### [EXERCISE BRIEF]
Please copy each line below that contains the string "Magnolia".

### [PROVIDED RECORDS]
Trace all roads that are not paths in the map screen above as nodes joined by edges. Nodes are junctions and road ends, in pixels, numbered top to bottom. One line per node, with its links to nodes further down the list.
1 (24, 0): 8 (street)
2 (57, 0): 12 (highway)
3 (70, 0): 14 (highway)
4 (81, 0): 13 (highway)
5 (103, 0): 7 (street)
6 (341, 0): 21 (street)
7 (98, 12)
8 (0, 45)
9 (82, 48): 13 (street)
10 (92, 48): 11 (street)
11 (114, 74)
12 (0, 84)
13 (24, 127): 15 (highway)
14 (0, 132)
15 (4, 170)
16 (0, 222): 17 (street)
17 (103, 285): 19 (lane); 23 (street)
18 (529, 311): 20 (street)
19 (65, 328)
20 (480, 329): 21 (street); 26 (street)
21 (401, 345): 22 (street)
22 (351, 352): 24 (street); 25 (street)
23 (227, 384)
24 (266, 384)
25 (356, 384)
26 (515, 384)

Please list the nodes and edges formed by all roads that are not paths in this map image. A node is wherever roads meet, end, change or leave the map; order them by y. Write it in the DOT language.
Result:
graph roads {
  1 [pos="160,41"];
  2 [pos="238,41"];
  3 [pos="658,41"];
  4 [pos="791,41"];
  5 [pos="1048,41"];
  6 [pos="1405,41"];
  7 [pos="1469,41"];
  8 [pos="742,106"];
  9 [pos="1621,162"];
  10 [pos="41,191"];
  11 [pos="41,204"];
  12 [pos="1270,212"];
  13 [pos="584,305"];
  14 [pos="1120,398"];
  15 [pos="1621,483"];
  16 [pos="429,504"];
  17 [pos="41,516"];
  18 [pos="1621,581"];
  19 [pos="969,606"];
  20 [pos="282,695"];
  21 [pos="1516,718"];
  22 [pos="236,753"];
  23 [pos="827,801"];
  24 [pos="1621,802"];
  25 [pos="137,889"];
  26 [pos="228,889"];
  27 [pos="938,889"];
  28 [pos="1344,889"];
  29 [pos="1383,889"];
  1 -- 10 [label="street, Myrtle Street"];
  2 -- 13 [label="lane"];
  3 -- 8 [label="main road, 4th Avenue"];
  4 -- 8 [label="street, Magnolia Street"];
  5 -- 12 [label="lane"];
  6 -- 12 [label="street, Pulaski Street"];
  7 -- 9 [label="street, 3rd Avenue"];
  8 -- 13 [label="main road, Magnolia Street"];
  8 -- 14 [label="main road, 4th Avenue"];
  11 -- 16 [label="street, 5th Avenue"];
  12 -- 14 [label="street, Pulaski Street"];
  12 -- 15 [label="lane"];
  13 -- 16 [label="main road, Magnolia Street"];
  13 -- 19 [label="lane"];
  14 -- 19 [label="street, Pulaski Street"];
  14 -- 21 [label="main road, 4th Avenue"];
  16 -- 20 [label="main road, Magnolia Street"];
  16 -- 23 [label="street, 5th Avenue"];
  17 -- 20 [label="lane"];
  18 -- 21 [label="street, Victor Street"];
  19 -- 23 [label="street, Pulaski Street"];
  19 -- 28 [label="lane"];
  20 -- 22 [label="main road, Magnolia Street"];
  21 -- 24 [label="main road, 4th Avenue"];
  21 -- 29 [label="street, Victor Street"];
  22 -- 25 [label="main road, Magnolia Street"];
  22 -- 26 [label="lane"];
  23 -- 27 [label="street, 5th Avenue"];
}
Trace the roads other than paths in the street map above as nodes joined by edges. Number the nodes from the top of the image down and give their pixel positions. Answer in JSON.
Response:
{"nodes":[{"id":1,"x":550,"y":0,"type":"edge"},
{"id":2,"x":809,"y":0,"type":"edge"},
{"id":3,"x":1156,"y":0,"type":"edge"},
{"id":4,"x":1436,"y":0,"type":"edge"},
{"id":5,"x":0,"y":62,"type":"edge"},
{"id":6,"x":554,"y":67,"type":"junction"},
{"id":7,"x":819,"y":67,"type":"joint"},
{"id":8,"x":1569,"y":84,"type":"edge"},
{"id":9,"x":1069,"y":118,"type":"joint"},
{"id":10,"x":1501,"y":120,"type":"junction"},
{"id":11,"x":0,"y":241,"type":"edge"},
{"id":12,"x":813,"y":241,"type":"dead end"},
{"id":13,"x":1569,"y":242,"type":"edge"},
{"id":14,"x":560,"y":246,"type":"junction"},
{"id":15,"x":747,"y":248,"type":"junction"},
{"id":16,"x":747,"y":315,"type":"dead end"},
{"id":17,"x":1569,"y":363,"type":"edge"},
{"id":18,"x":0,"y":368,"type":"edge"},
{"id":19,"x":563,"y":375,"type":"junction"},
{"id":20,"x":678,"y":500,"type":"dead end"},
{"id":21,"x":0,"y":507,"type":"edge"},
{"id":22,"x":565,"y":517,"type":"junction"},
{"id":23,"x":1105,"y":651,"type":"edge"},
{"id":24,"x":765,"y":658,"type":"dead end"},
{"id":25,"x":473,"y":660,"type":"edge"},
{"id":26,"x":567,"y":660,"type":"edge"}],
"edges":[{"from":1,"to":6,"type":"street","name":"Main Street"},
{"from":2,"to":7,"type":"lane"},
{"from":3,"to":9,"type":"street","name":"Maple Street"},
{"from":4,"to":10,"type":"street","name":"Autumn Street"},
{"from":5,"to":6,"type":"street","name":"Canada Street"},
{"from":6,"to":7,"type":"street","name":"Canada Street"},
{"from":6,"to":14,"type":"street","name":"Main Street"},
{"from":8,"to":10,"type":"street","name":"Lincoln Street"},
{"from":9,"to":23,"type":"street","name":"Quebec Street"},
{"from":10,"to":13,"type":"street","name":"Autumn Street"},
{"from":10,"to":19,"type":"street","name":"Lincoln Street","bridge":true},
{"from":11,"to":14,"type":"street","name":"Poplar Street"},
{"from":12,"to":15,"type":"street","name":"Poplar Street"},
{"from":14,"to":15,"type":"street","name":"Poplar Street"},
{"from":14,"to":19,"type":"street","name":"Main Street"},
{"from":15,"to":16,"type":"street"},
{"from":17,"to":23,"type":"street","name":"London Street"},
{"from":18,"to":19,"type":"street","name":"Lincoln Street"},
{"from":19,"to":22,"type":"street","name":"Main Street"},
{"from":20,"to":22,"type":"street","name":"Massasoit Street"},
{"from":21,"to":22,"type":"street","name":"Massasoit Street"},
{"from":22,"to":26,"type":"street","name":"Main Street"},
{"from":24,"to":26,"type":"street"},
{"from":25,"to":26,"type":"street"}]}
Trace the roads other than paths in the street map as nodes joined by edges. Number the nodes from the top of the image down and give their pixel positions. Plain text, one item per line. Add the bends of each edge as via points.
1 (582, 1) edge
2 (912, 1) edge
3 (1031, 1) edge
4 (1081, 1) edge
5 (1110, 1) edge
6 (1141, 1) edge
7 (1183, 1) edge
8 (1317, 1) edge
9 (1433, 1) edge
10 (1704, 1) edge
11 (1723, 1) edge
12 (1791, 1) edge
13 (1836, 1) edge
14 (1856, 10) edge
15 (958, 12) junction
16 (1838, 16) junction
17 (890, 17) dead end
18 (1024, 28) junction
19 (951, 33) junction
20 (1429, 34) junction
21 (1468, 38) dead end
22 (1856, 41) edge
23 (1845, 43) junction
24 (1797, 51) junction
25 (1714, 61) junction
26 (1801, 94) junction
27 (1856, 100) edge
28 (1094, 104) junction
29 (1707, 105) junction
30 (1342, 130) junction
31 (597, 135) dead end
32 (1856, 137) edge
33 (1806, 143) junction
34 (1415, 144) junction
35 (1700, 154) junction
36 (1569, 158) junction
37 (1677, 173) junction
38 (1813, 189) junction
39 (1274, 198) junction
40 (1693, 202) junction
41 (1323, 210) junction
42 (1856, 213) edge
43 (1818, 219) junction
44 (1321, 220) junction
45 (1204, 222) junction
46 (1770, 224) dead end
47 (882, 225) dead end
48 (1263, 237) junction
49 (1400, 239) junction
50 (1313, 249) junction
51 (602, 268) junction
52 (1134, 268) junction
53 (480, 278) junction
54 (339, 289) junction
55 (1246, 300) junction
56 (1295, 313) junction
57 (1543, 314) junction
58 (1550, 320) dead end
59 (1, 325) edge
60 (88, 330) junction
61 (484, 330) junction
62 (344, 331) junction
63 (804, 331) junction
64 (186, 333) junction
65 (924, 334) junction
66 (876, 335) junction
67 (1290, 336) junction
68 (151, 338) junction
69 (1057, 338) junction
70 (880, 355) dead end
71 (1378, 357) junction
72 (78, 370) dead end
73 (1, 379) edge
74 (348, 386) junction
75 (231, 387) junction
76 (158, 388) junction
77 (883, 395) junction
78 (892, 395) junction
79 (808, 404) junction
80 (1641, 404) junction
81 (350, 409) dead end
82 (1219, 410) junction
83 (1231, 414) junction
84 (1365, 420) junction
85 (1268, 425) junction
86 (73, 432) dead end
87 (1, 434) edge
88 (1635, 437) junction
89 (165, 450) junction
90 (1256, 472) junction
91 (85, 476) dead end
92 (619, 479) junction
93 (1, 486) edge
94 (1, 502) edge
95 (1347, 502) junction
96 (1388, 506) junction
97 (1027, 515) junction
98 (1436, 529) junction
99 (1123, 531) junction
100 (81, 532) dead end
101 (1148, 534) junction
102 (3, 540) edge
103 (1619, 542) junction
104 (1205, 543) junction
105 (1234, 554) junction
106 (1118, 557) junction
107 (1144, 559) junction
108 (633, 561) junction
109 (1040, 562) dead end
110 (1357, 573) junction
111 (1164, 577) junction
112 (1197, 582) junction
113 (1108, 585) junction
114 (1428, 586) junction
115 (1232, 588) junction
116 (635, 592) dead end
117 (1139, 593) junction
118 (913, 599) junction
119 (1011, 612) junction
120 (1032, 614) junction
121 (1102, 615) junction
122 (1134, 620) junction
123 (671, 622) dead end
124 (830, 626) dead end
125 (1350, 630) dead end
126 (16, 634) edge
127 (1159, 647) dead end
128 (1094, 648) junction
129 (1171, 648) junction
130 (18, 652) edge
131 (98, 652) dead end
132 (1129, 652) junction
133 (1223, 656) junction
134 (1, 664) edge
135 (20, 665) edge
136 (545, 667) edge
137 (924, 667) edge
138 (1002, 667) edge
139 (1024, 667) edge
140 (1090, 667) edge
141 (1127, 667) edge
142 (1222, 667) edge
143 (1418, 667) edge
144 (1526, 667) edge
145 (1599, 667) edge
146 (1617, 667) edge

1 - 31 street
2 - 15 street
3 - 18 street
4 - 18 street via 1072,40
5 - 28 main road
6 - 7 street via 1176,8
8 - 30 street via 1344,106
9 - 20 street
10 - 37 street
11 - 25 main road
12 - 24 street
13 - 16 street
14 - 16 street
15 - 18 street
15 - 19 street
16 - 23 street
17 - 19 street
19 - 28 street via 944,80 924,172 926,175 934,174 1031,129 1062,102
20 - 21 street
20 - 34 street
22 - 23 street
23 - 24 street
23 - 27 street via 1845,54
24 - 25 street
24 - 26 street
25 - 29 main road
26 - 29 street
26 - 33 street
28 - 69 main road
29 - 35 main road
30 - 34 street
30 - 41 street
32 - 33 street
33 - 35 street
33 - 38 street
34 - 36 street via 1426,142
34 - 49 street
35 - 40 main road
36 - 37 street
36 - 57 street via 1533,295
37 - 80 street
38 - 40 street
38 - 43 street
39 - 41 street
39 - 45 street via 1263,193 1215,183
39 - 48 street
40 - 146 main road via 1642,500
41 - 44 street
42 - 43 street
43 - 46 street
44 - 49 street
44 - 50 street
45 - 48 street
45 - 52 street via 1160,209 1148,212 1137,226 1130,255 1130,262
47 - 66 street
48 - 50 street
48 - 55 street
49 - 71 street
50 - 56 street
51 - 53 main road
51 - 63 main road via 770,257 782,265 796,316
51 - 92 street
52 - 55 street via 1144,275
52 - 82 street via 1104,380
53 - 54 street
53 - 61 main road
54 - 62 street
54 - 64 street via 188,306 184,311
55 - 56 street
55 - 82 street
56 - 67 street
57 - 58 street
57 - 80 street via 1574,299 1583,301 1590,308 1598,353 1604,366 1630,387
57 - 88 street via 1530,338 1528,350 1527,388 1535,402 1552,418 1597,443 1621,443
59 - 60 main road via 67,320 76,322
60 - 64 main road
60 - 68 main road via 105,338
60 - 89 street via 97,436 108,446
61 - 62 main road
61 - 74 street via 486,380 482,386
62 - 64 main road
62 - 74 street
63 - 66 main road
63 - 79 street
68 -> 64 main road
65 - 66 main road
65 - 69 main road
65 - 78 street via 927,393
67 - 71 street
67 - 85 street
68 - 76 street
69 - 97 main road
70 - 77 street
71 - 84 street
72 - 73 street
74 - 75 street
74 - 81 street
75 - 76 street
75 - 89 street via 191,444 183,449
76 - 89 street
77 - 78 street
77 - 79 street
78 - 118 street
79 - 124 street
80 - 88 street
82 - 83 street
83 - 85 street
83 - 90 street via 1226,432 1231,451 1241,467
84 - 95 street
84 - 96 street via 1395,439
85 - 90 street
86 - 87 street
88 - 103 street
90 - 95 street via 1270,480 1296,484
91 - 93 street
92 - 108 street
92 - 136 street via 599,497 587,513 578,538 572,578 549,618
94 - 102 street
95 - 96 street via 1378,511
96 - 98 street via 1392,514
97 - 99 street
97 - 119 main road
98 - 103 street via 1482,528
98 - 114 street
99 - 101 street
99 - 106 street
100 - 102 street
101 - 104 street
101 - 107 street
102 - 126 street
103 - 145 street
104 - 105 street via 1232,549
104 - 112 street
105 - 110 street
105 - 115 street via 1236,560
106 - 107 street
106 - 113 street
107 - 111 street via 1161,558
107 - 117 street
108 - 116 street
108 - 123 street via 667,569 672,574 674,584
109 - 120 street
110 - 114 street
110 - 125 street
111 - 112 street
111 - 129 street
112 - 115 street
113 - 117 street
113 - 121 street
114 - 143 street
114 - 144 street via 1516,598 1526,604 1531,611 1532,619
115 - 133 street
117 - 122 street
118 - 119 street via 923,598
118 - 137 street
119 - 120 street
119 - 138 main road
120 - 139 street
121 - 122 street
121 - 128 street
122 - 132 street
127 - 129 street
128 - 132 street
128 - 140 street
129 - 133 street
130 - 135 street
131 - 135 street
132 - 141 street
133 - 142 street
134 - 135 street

### [RESULT FOR THIS EXERCISE]
  4 -- 8 [label="street, Magnolia Street"];
  8 -- 13 [label="main road, Magnolia Street"];
  13 -- 16 [label="main road, Magnolia Street"];
  16 -- 20 [label="main road, Magnolia Street"];
  20 -- 22 [label="main road, Magnolia Street"];
  22 -- 25 [label="main road, Magnolia Street"];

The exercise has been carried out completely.